In gradient descent, we updated each parameter $\theta_i$ in the direction which minimizes a function $f(\theta_1,\theta_2,\dots,\theta_N)$ by doing $$\theta_1 \leftarrow \theta_1 - \alpha \frac{\partial f}{\partial \theta_1}(\theta_1,\theta_2,\dots,\theta_N)$$ $$\theta_2 \leftarrow \theta_2 - \alpha \frac{\partial f}{\partial \theta_2}(\theta_1,\theta_2,\dots,\theta_N)$$ $$\vdots$$ $$\theta_N \leftarrow \theta_N - \alpha \frac{\partial f}{\partial \theta_N}(\theta_1,\theta_2,\dots,\theta_N).$$
If we have $N$ parameters, then it will involve $N$ evaluations.
If possible, obviously, we want to use this analytical form of the gradient.
But we could, of course, approximate it using finite differences, $$\theta_1 \leftarrow \theta_1 - \alpha \frac{f(\theta_1+\varepsilon,\theta_2,\dots,\theta_N)-f(\theta_1,\theta_2,\dots,\theta_N)}{\varepsilon}$$ $$\theta_2 \leftarrow \theta_2 - \alpha \frac{f(\theta_1,\theta_2+\varepsilon,\dots,\theta_N)-f(\theta_1,\theta_2,\dots,\theta_N)}{\varepsilon}$$ $$\vdots$$ $$\theta_N \leftarrow \theta_N - \alpha \frac{f(\theta_1,\theta_2,\dots,\theta_N+\varepsilon)-f(\theta_1,\theta_2,\dots,\theta_N)}{\varepsilon}$$
This involves $N+1$ evaluations, which is negligible if $N$ is large, as is the case with deep neural networks.
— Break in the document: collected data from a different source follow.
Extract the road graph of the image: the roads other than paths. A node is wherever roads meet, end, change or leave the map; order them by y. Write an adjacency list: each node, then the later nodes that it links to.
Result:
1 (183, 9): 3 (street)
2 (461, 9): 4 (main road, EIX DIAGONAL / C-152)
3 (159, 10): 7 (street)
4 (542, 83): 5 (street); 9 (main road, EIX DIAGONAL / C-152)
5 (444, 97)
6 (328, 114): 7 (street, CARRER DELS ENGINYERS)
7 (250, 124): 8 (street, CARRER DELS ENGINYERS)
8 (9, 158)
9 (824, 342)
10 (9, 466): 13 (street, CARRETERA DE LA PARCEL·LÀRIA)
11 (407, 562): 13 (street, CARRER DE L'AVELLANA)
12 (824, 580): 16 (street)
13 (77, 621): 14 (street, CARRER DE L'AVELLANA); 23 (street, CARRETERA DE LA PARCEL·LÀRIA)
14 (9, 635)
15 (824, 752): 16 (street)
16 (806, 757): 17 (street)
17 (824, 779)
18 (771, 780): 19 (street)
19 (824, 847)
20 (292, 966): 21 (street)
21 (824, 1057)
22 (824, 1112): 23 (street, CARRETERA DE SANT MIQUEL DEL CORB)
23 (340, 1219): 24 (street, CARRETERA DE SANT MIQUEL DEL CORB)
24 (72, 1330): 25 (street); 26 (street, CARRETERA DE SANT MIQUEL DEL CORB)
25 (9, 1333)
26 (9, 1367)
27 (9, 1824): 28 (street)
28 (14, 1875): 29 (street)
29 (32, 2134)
Obviously, the analytical gradient is preferable since it is more accurate, and it avoids numerical problems due to $\varepsilon$ being too large or too small.
My question is: I have heard people claim that using gradient descent with the analytical derivative is faster than approximating the derivatives. Is this true? To me, it sounds like it only avoids one extra evaluation.
EDIT: Practical example:
Let's say we have $$y=\sigma(ax)$$
$$z=by$$ where $a$ and $b$ are the parameters we want to optimize.
Gradients
Using the gradients, we would have $\nabla=\left(\frac{\partial z}{\partial a},\frac{\partial z}{\partial b} \right) = \left(bx\sigma(ax)(1-\sigma(ax)), \sigma(ax)\right)$
(I hope I didn't make a mistake there. $\frac{\partial z}{\partial a}=\frac{\partial z}{\partial y}\frac{\partial y}{\partial a}=bx\sigma'(ax)=bx\sigma(ax)(1-a\sigma(ax))$.)
For each back-propagation, we would need two evaluations for $a$ and for $b$: $\nabla(a,b)$, so that we can do...
These are the computations required:
$a \leftarrow a-\alpha bx\sigma(ax)(1-\sigma(ax))$
$b \leftarrow b-\alpha \sigma(ax)$
Finite differences
We have the differences $$\Delta=\left((z(a+\varepsilon,b)-z(a,b))/\varepsilon, (z(a,b+\varepsilon)-z(a,b))/\varepsilon \right)$$
$z(a,b)=\color{blue}{b\sigma(ax)}$
$z(a+\varepsilon,b) = \color{blue}{b\sigma(ax)} + b\sigma(\epsilon x)$
$z(a,b+\varepsilon) = \color{blue}{b\sigma(ax)} + \varepsilon\sigma(ax)$
These are the computations required:
$a \leftarrow a-\alpha b\sigma(\varepsilon x)/\varepsilon$
$b \leftarrow b-\alpha \sigma(ax)$
The terms in blue disppear in the graph because they are subtracted by themselves.